By Eric Morath
Hurricane Florence appears unlikely to knock the labor market off course.
While the storm caused flooding in the Carolinas last month, the hurricane’s effects may not be obvious in the most closely watched figures in the September jobs report—the unemployment rate and payroll change—to be released Friday by the Labor Department.
That’s due to a combination of the storm’s timing and its effects being felt by a relatively small slice of the U.S. economy. Economists surveyed by The Wall Street Journal expect the unemployment rate to tick down to 3.8% in September and project U.S. employers added 180,000 jobs to payrolls.
Hurricane Florence made landfall on the morning of Friday, Sept. 14, in North Carolina. It caused significant damage in cities such as Wilmington and New Bern, N.C., but the impact was much more modest in the region’s population centers, including Charlotte, N.C., and Charleston, S.C.
“I don’t think the storm will show up much in national data,” said economist Erica Groshen, the former commissioner of the Bureau of Labor Statistics, which produces the monthly jobs report. “The area affected is really not a highly populated area. It will be more apparent in local and state numbers.”
The coastal communities in North and South Carolina are not the economic engines of the national economy in the same way as Houston or New York, which have been struck by major storms in recent years. There are more people working in flood zones in Harris County, Texas, where Houston is located, than in flood zones in all of North Carolina, according to the Labor Department.
An early indicator could be weekly jobless claims, a proxy for layoffs. In the week ended Sept. 22, the first full week in which workers affected by Florence could file for claims, the national figure moved up by 12,000 from the prior week. It was still one of the lowest weekly readings in the past 50 years. That suggests job losses due to the storm were small relative to the 150 million Americans on U.S. payrolls.
And while some workers likely did lose jobs—or weren’t hired—due to the storm, others found employment.
Anthony Kulton, of Massillon, Ohio, was hired last month as a temp worker to help process storm-related claims for an insurance company. The job only lasted nine days because the volume of claims was less than expected, but he earned about $200 a day—more than he typically makes as an Uber driver. Mr. Kulton isn’t worried about finding another opportunity.
“Jobs are really plentiful right now,” he said.
Larry Feinstein, chief executive of Hire Dynamics, a staffing firm with 23 branches in the Carolinas, said some of his clients closed or operated with skeleton staffs during the week the storm struck, mostly because schools in much of the state closed. He said he wasn’t aware of any long-term closures and said some firms made up for lost production with mandatory overtime the following weekend.
The timing of the storm also means it’s less likely those affected would be reported as unemployed. The survey that determines the unemployment rate asks households about employment during the week including the 12th of the month. So if workers reported on Monday the week the storm struck, they would be counted as employed. And those who were told not to come to work due to the storm—but not laid off—also don’t count as unemployed.
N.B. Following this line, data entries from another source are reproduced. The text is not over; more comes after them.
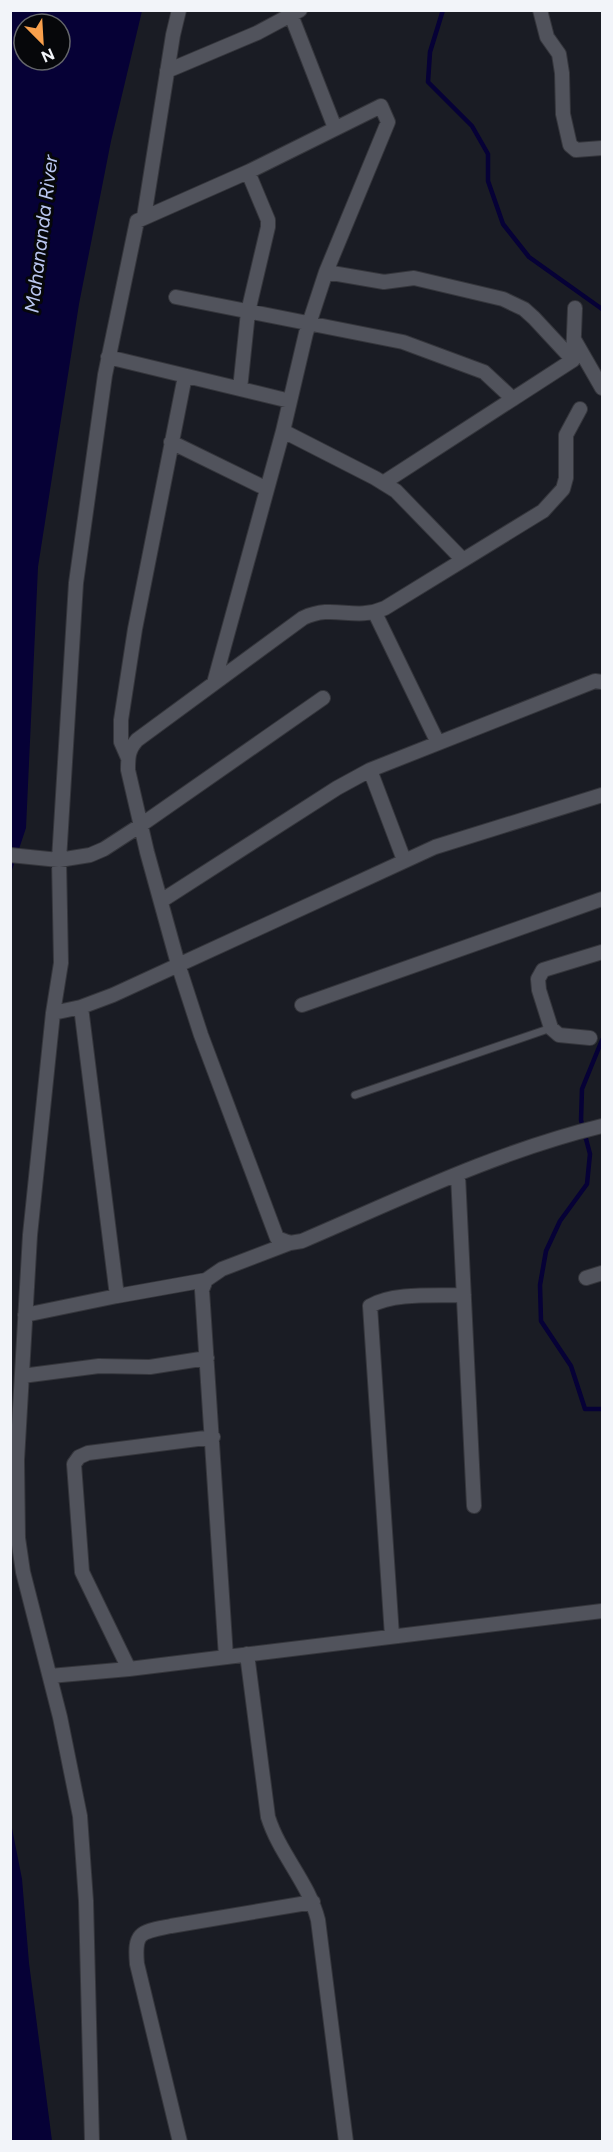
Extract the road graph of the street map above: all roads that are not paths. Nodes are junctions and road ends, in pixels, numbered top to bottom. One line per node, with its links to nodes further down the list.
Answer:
1 (179, 10): 4 (street)
2 (540, 10): 6 (street)
3 (296, 13): 4 (street); 5 (street)
4 (167, 71): 8 (street)
5 (335, 128): 7 (street); 9 (street)
6 (603, 148)
7 (248, 171): 8 (street); 12 (street)
8 (144, 217): 15 (street)
9 (326, 272): 13 (street); 16 (street)
10 (176, 297): 12 (street)
11 (575, 308): 14 (street)
12 (248, 312): 13 (street); 19 (street)
13 (310, 324): 20 (street); 21 (street)
14 (574, 339): 16 (street); 18 (street)
15 (108, 357): 17 (street); 38 (street)
16 (573, 360): 20 (street)
17 (185, 376): 19 (street); 24 (street)
18 (603, 388)
19 (240, 389): 21 (street)
20 (513, 399): 25 (street)
21 (290, 401): 23 (street)
22 (580, 409): 27 (street)
23 (283, 431): 25 (street); 26 (street)
24 (171, 442): 26 (street); 33 (street)
25 (383, 483): 27 (street)
26 (267, 489): 30 (street)
27 (463, 560): 28 (street)
28 (375, 613): 30 (street); 32 (street)
29 (603, 682): 32 (street)
30 (214, 683): 33 (street)
31 (323, 698): 36 (street)
32 (438, 743): 34 (street)
33 (128, 758): 36 (street)
34 (370, 770): 39 (street); 41 (street)
35 (603, 795): 39 (street)
36 (141, 825): 38 (street); 41 (street)
37 (10, 855): 38 (street)
38 (59, 860): 46 (street)
39 (404, 860): 43 (street)
40 (603, 899): 44 (street)
41 (162, 901): 43 (street)
42 (603, 952): 47 (street)
43 (178, 964): 45 (street); 52 (street)
44 (302, 1005)
45 (81, 1007): 46 (street); 57 (street)
46 (53, 1013): 58 (street)
47 (551, 1028): 48 (street); 49 (lane)
48 (590, 1038)
49 (355, 1095)
50 (603, 1126): 51 (street)
51 (458, 1175): 52 (street); 56 (street)
52 (290, 1243): 55 (street)
53 (603, 1274): 54 (street)
54 (586, 1278)
55 (206, 1280): 57 (street); 59 (street)
56 (464, 1295): 62 (street); 64 (street)
57 (117, 1296): 58 (street)
58 (25, 1315): 60 (street)
59 (207, 1358): 60 (street); 61 (street)
60 (22, 1376): 68 (street)
61 (213, 1437): 66 (street); 67 (street)
62 (474, 1506)
63 (603, 1611): 64 (street)
64 (392, 1636): 65 (street)
65 (247, 1654): 66 (street); 69 (street)
66 (226, 1657): 67 (street)
67 (129, 1669): 68 (street)
68 (50, 1676): 70 (street)
69 (313, 1902): 71 (street); 72 (street)
70 (92, 2142)
71 (180, 2142)
72 (346, 2142)

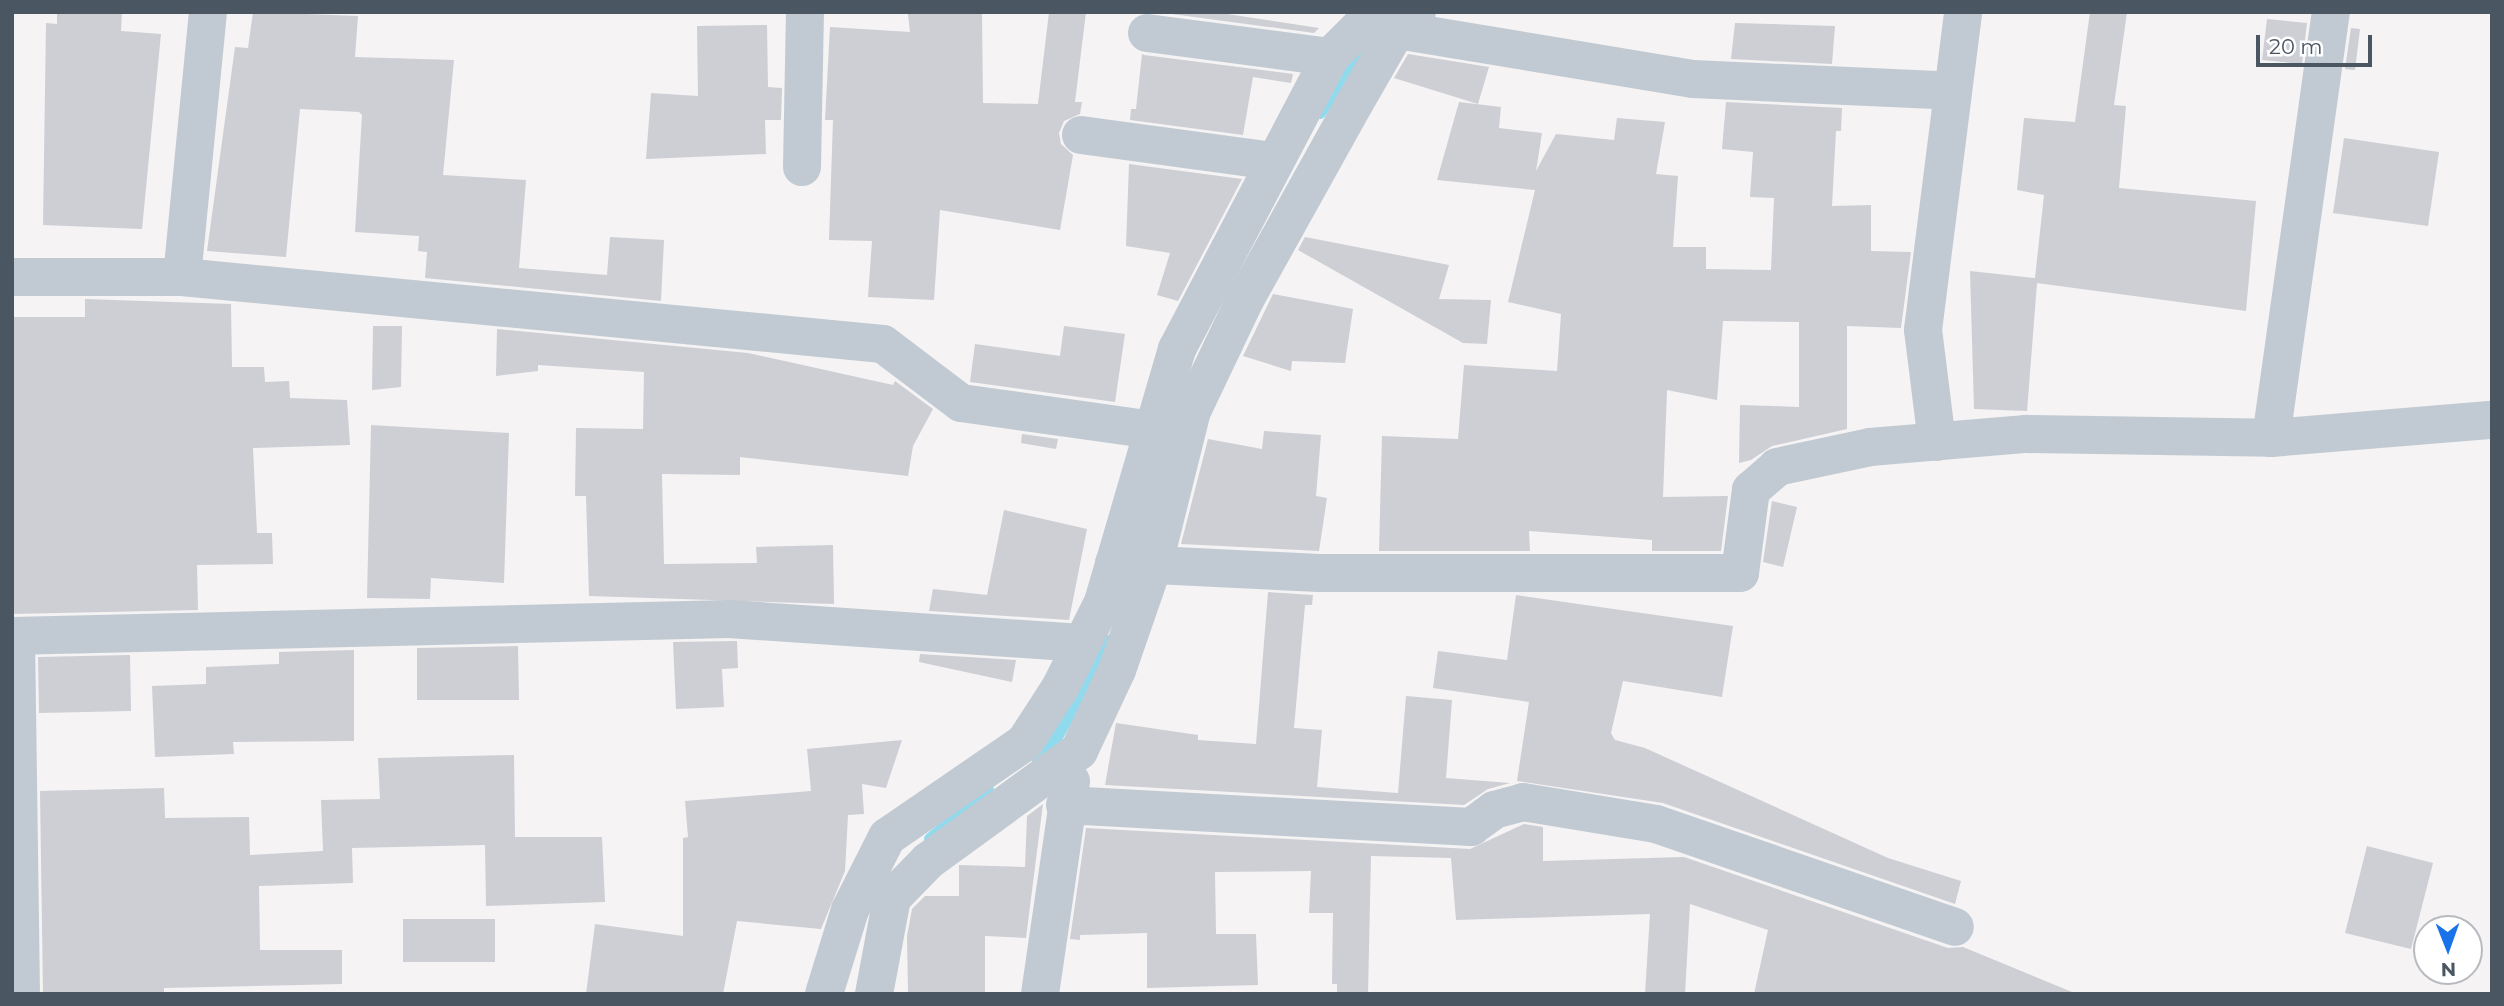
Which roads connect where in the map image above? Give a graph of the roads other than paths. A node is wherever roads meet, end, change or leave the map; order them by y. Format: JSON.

Laid-off workers could be counted as unemployed in the October survey, but that would mean workers would be out of a job for a month. With the unemployment rate near the lowest level in 18 years, laid-off workers are likely to quickly find new gigs.
The Labor Department will release data Friday on how many employees worked fewer hours due to bad weather. Those numbers could be elevated, but won’t affect top-line unemployment and payrolls figures.